> **How to complete this task**
The first line of the data below and every line after it, through the one with "paint.setAntiAlias(true);", must be transcribed without change.

** Opening Task inputs block **

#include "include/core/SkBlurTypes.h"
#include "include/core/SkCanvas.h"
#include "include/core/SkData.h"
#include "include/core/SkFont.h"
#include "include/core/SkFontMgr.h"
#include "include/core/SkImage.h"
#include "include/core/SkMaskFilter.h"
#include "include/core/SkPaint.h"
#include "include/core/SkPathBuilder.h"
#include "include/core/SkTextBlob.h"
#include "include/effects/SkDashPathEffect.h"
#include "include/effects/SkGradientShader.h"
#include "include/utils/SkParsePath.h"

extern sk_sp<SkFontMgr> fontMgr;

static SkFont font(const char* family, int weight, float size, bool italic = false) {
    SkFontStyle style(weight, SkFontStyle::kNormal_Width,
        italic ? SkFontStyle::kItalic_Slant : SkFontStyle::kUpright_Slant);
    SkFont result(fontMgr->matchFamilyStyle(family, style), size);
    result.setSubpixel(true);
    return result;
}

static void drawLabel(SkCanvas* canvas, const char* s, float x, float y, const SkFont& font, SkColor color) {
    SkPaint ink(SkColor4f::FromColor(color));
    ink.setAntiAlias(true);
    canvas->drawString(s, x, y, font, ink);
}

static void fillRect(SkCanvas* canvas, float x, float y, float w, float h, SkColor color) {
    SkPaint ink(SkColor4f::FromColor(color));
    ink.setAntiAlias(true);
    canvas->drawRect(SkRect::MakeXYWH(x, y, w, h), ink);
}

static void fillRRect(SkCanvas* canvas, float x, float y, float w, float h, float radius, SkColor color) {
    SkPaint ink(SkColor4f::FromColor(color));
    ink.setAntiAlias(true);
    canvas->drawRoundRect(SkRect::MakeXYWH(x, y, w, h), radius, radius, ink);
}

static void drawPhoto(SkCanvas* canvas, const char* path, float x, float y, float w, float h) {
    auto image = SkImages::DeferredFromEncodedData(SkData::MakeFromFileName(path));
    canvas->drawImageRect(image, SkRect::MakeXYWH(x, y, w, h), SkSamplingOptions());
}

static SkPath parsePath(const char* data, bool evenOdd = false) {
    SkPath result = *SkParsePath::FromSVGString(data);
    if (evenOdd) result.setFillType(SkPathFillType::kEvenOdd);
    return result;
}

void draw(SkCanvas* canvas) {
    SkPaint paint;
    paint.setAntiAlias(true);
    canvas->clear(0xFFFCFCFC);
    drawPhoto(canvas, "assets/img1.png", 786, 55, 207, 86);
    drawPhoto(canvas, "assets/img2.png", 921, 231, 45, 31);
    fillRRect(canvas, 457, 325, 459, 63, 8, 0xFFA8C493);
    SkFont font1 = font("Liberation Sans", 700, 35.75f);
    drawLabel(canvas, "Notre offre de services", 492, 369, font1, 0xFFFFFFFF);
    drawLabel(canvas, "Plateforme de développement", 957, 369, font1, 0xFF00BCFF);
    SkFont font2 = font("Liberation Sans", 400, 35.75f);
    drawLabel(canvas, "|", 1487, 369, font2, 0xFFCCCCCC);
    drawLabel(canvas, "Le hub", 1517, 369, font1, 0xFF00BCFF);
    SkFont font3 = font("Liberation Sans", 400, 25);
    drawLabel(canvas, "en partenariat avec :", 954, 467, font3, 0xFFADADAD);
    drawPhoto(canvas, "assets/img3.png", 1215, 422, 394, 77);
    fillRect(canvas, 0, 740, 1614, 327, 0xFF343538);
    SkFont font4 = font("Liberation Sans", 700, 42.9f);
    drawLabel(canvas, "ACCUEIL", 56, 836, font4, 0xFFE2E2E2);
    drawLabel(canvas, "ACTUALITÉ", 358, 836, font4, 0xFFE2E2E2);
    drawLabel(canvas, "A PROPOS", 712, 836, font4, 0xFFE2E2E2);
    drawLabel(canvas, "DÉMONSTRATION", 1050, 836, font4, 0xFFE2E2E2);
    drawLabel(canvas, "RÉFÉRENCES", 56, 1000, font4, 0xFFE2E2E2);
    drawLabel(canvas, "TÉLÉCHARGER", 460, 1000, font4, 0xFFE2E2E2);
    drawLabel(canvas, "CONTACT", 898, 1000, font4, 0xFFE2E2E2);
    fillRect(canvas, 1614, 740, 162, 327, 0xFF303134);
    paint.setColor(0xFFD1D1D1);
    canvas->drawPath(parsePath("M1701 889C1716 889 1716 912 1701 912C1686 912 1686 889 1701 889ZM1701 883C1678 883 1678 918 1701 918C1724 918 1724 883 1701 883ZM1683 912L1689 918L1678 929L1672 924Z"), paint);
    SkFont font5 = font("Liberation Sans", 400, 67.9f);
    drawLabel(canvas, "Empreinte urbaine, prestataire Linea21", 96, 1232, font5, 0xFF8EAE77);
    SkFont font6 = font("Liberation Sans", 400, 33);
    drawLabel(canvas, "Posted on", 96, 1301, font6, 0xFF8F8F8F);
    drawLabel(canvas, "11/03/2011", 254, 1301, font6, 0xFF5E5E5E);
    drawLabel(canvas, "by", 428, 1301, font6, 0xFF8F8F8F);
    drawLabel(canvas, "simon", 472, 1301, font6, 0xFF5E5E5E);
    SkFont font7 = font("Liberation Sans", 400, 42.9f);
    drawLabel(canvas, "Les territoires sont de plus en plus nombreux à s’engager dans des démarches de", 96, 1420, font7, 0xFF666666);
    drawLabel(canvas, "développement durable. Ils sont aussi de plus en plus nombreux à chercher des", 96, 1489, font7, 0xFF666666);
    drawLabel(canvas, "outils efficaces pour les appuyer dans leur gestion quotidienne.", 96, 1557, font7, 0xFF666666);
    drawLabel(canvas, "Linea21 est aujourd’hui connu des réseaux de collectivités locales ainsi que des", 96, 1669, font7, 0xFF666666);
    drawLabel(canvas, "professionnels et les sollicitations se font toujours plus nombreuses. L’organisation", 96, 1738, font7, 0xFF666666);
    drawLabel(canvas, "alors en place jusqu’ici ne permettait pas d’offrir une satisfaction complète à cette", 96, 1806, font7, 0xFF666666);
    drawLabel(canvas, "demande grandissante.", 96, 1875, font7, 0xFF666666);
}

** Closing Task inputs block **

> **Result**
#include "include/core/SkBlurTypes.h"
#include "include/core/SkCanvas.h"
#include "include/core/SkData.h"
#include "include/core/SkFont.h"
#include "include/core/SkFontMgr.h"
#include "include/core/SkImage.h"
#include "include/core/SkMaskFilter.h"
#include "include/core/SkPaint.h"
#include "include/core/SkPathBuilder.h"
#include "include/core/SkTextBlob.h"
#include "include/effects/SkDashPathEffect.h"
#include "include/effects/SkGradientShader.h"
#include "include/utils/SkParsePath.h"

extern sk_sp<SkFontMgr> fontMgr;

static SkFont font(const char* family, int weight, float size, bool italic = false) {
    SkFontStyle style(weight, SkFontStyle::kNormal_Width,
        italic ? SkFontStyle::kItalic_Slant : SkFontStyle::kUpright_Slant);
    SkFont result(fontMgr->matchFamilyStyle(family, style), size);
    result.setSubpixel(true);
    return result;
}

static void drawLabel(SkCanvas* canvas, const char* s, float x, float y, const SkFont& font, SkColor color) {
    SkPaint ink(SkColor4f::FromColor(color));
    ink.setAntiAlias(true);
    canvas->drawString(s, x, y, font, ink);
}

static void fillRect(SkCanvas* canvas, float x, float y, float w, float h, SkColor color) {
    SkPaint ink(SkColor4f::FromColor(color));
    ink.setAntiAlias(true);
    canvas->drawRect(SkRect::MakeXYWH(x, y, w, h), ink);
}

static void fillRRect(SkCanvas* canvas, float x, float y, float w, float h, float radius, SkColor color) {
    SkPaint ink(SkColor4f::FromColor(color));
    ink.setAntiAlias(true);
    canvas->drawRoundRect(SkRect::MakeXYWH(x, y, w, h), radius, radius, ink);
}

static void drawPhoto(SkCanvas* canvas, const char* path, float x, float y, float w, float h) {
    auto image = SkImages::DeferredFromEncodedData(SkData::MakeFromFileName(path));
    canvas->drawImageRect(image, SkRect::MakeXYWH(x, y, w, h), SkSamplingOptions());
}

static SkPath parsePath(const char* data, bool evenOdd = false) {
    SkPath result = *SkParsePath::FromSVGString(data);
    if (evenOdd) result.setFillType(SkPathFillType::kEvenOdd);
    return result;
}

void draw(SkCanvas* canvas) {
    SkPaint paint;
    paint.setAntiAlias(true);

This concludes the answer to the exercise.